ACTION ITEM – Quote the records below in full, exactly as given, with the images taken out.

[Stored data entries]
= Beginning of Section =
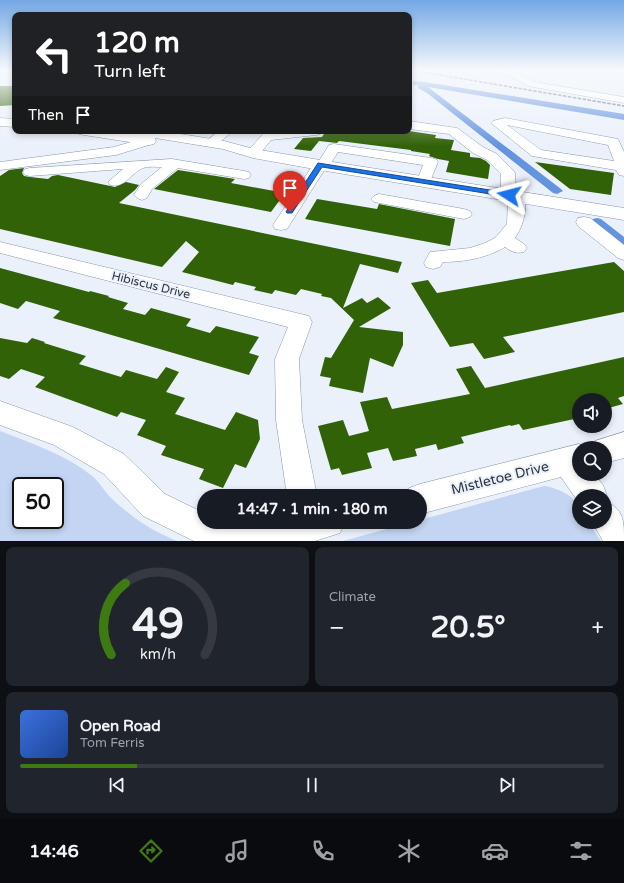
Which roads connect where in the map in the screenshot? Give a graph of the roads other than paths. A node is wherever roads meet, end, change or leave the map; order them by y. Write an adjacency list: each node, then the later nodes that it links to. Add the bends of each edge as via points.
1 (596, 95): 2 (street)
2 (624, 100)
3 (0, 114): 4 (main road)
4 (12, 115)
5 (557, 121): 13 (street)
6 (0, 122): 7 (main road)
7 (12, 123)
8 (412, 125): 26 (street, via 453,131 492,157 508,173)
9 (131, 134): 14 (main road)
10 (137, 134): 15 (main road)
11 (224, 134): 15 (street)
12 (292, 134): 16 (street, via 267,137)
13 (624, 134)
14 (148, 141): 16 (main road, via 215,151); 20 (street, via 116,151)
15 (210, 143): 16 (main road)
16 (253, 153): 19 (main road)
17 (140, 164): 18 (street); 22 (street); 24 (street)
18 (175, 164): 23 (street); 25 (street, via 146,187)
19 (321, 165): 26 (main road); 31 (street)
20 (0, 166)
21 (623, 170): 21 (street, via 614,142 505,121 497,123 537,153)
22 (30, 172)
23 (244, 175)
24 (115, 182)
25 (142, 195)
26 (512, 196): 29 (main road); 34 (street, via 516,223 508,236 511,243 500,243 478,259 436,256)
27 (379, 199): 28 (street)
28 (464, 214)
29 (624, 214)
30 (584, 222): 33 (street)
31 (281, 225)
32 (0, 247): 39 (street, Hibiscus Drive, via 301,322 287,359 289,420)
33 (624, 254)
34 (433, 263)
35 (0, 413): 41 (street, via 63,436 114,464 154,505)
36 (624, 445): 37 (street)
37 (612, 448)
38 (572, 460): 40 (street, Mistletoe Drive)
39 (301, 489)
40 (427, 497)
41 (197, 526)
42 (612, 526): 45 (street)
43 (204, 529): 44 (street, via 214,534)
44 (264, 529)
45 (622, 541)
= End of Section =
WRITTEN SOLUTION –
Which roads connect where in the map in the screenshot? Give a graph of the roads other than paths. A node is wherever roads meet, end, change or leave the map; order them by y. Write an adjacency list: each node, then the later nodes that it links to. Add the bends of each edge as via points.
1 (596, 95): 2 (street)
2 (624, 100)
3 (0, 114): 4 (main road)
4 (12, 115)
5 (557, 121): 13 (street)
6 (0, 122): 7 (main road)
7 (12, 123)
8 (412, 125): 26 (street, via 453,131 492,157 508,173)
9 (131, 134): 14 (main road)
10 (137, 134): 15 (main road)
11 (224, 134): 15 (street)
12 (292, 134): 16 (street, via 267,137)
13 (624, 134)
14 (148, 141): 16 (main road, via 215,151); 20 (street, via 116,151)
15 (210, 143): 16 (main road)
16 (253, 153): 19 (main road)
17 (140, 164): 18 (street); 22 (street); 24 (street)
18 (175, 164): 23 (street); 25 (street, via 146,187)
19 (321, 165): 26 (main road); 31 (street)
20 (0, 166)
21 (623, 170): 21 (street, via 614,142 505,121 497,123 537,153)
22 (30, 172)
23 (244, 175)
24 (115, 182)
25 (142, 195)
26 (512, 196): 29 (main road); 34 (street, via 516,223 508,236 511,243 500,243 478,259 436,256)
27 (379, 199): 28 (street)
28 (464, 214)
29 (624, 214)
30 (584, 222): 33 (street)
31 (281, 225)
32 (0, 247): 39 (street, Hibiscus Drive, via 301,322 287,359 289,420)
33 (624, 254)
34 (433, 263)
35 (0, 413): 41 (street, via 63,436 114,464 154,505)
36 (624, 445): 37 (street)
37 (612, 448)
38 (572, 460): 40 (street, Mistletoe Drive)
39 (301, 489)
40 (427, 497)
41 (197, 526)
42 (612, 526): 45 (street)
43 (204, 529): 44 (street, via 214,534)
44 (264, 529)
45 (622, 541)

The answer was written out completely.